Harvard Üniversitesi bilim adamları, genetik hastalıkların nesilden nesile aktarılmasını önlemek için, insan yumurtasının genetiğini değiştirdi. Geçenlerde İngiliz Independent dergisinin yaptığı habere göre, Harvard Üniversitesi tarafınca yapılan çalışmanın meyvesini vermek üzere olduğunu belirtmişti. Bu şekilde bir çalışmanın yapılması demek, genetik hastalıkların nesilden nesile aktarılmayıp zamanla bütün varlığını kaybetmesi demek oluyor. Yani bu şekilde zamanla insan türündeki bütün genetik rahatsızlıklar ve yanlış gen yazılımı sonucu oluşan kanserler, gibi hastalıkların azalması ve zamanla tamamen ortadan kalkması demek oluyor.
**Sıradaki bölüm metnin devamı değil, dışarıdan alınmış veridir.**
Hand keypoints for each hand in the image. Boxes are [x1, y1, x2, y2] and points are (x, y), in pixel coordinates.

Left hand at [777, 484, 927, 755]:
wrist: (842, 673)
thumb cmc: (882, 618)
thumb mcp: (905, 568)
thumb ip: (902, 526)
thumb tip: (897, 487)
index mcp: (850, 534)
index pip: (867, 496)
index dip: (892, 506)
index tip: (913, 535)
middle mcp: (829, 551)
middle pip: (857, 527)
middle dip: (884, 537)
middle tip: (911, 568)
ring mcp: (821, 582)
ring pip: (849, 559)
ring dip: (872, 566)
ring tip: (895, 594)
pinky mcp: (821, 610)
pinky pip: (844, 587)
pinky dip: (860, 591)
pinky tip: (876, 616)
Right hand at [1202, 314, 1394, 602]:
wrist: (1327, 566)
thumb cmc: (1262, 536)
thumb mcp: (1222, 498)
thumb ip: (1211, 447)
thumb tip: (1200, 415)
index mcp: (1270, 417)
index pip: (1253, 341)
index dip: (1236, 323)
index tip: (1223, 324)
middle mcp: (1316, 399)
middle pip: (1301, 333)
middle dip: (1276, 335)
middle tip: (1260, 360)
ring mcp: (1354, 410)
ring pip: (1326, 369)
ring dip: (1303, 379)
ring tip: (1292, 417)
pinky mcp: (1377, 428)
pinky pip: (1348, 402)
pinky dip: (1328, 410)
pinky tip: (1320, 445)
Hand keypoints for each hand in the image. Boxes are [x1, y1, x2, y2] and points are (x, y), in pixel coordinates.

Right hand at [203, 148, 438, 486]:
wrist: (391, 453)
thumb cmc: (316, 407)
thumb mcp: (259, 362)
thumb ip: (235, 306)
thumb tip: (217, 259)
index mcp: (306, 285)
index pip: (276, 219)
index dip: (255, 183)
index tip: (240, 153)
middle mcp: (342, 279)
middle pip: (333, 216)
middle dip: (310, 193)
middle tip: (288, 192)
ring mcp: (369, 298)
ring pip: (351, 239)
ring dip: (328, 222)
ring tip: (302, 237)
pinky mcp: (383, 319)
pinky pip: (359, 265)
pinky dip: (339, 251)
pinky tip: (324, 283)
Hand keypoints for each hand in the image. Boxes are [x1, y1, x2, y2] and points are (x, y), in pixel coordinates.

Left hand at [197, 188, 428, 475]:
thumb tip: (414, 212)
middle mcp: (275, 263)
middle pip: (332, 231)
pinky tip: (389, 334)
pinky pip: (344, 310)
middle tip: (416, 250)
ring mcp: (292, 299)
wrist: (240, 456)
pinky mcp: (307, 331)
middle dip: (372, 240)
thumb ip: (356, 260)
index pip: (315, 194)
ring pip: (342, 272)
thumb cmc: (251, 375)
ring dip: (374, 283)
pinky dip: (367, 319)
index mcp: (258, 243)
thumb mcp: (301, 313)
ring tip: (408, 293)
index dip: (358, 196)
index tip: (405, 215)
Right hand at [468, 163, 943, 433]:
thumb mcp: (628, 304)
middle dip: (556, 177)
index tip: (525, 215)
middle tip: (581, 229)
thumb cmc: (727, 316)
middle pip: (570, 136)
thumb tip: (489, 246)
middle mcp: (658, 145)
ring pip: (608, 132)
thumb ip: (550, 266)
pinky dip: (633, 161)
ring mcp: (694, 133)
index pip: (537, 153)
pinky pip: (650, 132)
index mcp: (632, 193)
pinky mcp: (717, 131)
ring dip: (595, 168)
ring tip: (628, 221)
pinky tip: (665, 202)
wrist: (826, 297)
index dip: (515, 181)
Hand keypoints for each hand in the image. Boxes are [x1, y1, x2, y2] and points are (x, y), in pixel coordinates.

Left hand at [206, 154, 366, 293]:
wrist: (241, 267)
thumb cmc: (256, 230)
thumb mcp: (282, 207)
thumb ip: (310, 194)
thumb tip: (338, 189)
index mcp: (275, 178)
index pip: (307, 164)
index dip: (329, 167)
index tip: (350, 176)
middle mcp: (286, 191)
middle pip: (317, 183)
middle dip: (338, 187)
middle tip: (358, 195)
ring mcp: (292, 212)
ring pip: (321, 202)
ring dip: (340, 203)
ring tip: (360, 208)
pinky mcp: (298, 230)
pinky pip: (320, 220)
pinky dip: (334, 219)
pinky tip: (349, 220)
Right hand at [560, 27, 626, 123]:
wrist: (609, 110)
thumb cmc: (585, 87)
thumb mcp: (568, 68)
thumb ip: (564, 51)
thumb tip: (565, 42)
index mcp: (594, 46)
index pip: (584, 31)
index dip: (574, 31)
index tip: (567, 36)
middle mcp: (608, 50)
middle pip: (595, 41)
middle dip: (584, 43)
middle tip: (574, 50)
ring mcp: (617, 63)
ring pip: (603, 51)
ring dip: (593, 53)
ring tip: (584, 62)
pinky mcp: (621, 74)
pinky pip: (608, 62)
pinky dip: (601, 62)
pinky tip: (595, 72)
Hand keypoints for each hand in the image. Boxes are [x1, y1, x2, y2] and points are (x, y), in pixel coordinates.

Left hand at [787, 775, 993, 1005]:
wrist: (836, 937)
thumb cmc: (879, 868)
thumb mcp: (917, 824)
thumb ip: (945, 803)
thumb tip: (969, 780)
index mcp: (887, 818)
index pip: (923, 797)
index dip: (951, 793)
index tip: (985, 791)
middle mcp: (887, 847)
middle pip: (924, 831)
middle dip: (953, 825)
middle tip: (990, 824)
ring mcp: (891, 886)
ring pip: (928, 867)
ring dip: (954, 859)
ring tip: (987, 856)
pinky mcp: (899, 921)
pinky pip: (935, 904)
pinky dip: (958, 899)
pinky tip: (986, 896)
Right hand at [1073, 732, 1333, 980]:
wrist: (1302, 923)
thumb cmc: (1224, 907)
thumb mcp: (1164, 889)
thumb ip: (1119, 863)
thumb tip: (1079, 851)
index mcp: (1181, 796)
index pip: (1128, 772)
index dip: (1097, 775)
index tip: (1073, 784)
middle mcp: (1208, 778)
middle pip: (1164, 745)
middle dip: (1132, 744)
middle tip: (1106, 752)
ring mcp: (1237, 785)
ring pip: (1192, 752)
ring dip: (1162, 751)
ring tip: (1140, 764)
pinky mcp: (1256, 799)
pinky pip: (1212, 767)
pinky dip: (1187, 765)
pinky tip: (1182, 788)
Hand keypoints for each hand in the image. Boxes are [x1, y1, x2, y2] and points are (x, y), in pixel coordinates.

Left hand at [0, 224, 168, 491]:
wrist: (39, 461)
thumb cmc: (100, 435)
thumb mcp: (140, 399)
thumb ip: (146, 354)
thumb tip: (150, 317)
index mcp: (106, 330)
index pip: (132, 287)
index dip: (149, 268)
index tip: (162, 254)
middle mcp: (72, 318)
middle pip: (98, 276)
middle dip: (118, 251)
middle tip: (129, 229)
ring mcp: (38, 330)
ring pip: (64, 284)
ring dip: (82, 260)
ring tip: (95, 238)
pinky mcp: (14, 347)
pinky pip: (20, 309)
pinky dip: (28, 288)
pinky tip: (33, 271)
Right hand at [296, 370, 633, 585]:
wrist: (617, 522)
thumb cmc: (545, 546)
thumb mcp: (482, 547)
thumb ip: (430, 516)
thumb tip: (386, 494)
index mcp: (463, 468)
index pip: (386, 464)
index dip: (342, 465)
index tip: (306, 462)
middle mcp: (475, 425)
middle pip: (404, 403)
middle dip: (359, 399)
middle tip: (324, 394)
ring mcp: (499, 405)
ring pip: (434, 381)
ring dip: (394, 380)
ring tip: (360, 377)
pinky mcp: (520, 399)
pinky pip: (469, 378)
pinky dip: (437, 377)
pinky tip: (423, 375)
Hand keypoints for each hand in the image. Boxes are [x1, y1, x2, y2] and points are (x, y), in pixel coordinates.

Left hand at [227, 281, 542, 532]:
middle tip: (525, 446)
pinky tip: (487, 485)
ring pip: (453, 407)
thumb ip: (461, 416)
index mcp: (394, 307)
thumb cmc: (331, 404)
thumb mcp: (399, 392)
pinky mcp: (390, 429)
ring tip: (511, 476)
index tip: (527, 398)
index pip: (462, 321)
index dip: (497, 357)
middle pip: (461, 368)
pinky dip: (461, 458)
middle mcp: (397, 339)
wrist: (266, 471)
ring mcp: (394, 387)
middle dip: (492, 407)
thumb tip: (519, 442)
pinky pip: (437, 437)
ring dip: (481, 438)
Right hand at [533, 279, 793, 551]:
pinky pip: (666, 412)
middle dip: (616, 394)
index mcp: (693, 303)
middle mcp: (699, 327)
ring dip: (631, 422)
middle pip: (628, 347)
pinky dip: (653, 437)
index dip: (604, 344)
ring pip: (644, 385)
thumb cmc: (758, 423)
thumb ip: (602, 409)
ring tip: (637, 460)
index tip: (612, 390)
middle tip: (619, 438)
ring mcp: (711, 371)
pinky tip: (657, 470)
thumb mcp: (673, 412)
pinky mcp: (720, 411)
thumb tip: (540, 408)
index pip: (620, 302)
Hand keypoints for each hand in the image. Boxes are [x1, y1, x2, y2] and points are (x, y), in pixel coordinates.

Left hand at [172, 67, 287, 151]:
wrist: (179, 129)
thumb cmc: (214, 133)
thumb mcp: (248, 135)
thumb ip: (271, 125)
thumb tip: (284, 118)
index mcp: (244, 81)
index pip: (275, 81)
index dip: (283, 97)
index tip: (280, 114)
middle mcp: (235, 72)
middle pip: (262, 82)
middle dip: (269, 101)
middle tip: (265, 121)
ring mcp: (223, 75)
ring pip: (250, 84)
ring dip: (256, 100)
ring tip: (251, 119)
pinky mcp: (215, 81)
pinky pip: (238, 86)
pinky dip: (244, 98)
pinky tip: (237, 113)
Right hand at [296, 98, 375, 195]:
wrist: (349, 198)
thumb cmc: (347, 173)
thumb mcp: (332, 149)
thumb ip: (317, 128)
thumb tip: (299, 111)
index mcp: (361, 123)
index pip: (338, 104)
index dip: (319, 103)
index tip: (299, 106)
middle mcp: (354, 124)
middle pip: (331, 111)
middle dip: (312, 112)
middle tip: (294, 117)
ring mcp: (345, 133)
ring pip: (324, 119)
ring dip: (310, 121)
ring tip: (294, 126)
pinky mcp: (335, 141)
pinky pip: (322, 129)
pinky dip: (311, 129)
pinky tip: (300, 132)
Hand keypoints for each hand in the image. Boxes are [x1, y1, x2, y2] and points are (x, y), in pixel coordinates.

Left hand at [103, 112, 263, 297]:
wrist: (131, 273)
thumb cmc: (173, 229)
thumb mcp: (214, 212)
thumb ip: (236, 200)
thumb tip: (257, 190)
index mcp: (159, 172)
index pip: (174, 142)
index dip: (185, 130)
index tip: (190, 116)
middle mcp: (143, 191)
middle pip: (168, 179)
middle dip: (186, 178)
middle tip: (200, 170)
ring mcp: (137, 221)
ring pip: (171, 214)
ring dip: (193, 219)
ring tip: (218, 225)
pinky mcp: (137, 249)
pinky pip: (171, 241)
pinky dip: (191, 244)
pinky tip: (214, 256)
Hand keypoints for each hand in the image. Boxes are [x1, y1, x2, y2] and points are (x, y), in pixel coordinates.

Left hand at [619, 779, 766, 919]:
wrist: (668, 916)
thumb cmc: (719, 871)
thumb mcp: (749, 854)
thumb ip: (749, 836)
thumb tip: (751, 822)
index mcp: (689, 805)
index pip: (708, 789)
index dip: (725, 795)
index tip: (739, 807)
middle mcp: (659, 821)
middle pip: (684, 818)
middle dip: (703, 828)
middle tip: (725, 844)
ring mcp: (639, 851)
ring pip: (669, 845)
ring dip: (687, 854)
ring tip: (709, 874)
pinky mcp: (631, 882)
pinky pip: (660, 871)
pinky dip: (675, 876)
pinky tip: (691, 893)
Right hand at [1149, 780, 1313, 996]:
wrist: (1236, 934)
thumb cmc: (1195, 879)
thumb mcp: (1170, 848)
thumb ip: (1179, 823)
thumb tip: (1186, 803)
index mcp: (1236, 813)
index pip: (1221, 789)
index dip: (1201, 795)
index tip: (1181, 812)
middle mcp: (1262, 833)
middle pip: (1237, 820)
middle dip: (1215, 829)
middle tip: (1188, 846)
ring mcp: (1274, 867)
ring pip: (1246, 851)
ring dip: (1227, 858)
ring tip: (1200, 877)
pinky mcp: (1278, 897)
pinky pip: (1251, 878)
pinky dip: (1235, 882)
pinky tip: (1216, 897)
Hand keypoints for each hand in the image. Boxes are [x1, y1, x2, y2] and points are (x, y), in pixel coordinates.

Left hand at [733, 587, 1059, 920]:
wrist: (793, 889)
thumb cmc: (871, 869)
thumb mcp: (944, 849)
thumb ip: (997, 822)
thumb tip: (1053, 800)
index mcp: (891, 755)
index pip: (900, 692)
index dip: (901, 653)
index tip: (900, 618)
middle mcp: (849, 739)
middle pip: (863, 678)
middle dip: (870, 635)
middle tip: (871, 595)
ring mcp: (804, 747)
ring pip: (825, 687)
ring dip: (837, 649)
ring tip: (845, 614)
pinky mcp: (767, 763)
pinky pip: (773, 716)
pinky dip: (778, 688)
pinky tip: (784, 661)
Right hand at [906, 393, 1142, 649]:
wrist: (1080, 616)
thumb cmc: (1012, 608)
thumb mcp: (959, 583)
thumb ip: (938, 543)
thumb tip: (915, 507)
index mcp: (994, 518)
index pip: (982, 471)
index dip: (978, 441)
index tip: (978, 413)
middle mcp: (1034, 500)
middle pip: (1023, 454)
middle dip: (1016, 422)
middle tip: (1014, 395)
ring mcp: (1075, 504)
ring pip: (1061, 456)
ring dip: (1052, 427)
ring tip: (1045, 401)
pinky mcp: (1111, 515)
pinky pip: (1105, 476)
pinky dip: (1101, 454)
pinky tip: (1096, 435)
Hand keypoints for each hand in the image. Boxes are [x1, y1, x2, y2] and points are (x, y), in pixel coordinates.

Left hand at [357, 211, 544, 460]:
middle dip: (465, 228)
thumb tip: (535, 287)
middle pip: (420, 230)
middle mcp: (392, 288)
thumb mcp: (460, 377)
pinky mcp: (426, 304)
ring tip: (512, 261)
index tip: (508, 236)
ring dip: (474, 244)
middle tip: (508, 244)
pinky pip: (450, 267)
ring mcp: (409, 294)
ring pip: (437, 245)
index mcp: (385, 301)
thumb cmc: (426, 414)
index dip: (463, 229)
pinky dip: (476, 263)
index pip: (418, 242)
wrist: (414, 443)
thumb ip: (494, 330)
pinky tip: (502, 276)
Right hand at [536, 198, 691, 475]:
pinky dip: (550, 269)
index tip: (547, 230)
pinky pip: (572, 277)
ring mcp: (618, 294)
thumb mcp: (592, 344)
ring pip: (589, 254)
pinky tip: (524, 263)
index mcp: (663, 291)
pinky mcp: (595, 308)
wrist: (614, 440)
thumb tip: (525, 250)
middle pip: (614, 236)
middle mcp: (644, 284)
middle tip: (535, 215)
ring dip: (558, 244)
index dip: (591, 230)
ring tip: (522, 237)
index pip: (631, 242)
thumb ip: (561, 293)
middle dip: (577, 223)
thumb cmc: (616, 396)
Hatasız Biçimde Tekrar Yazılıyor
Genetik modifiye olarak tanımlanan yöntem ile ilk olarak insan yumurtası laboratuvar ortamında inceleniyor. Ardından Crispr geni olarak bilinen teknikle, insan DNA‘sı en küçük parçalarına kadar hatasız bir biçimde yeniden yazılıyor. Yumurtaya baskın olarak BRAC1 geni ekleniyor. Bu gene sahip kişilerin başta meme ve rahim kanserine yakalanmadıkları biliniyor.
Üstün Embriyolar Henüz Nakledilmedi
Harvard Üniversitesi‘nden Prof. Luhan Yang ile George Church tarafından yürütülen deneyde başarı sağlandı. Ancak genetiği değiştirilmiş yumurtayla oluşturulan “üstün” embriyolar henüz nakledilmedi.
Avrupa Ülkelerinde Legal Değil
Bilim insanlarının yakın zamanda tıp dergilerde araştırmalarının sonuçlarının yer alabileceğini açıklarken, İngiltere ve Avrupa ülkelerinde genetiği değiştirilmiş IVF embriyoları tasarımı ve transferi legal olmadığına da dikkat çekildi.
“Amacımız Mutasyon Bebekler Değil”
Diğer yandan Yang ile Church’ün araştırmayı hayvan deneyleri yerine doğrudan insan yumurtası üzerinde yapmış olması da tıp çevrelerince eleştiri odağı olması da gayet olası bir durum. Independent gazetesine konu ile ilgili yeni açıklama yapan Dr. Church, “Amacımız mutasyon bebekler tasarlamak değil. Yalnızca bilimin tüm imkanlarını kullanarak sağlıklı nesiller dünyaya getirmenin yolunu bulmak” diye belirtti .
Etik Tartışmalar Devam Ediyor
Tartışmalara ola açabilecek bir çalışma olan insan yumurtasının DNA’sının değiştirilmesi ve yeniden insana nakledilmesi durumunun olası bir durum olmadığı ve böyle bir çalışmanın yanlış olacağı hatta bu çalışmanın insan türünü çıkmaza götürebileceği bile söyleniyor. Bilim dünyası bu araştırmaya gen terapisi ismini veriyor. Ancak birçok ülke bu araştırmaya etik olmadığı sebebiyle izin vermiyor.
Bu tür bilimsel çalışmaların etik mi tartışması sürüp giderken birileri insan deneylerine bile geçmiş olabilir. İnsan bilimsel araştırmalarının açlığına kapıldığında sonuca ulaşmaya daha fazla adapte olur. Bu durum ilerleyen zamanlarda ne gibi sonuçlar ortaya koyacak bekleyip göreceğiz. Bu süreç içerisinde en güncel bilim haberlerini sizlere anlatmaya devam edeceğiz.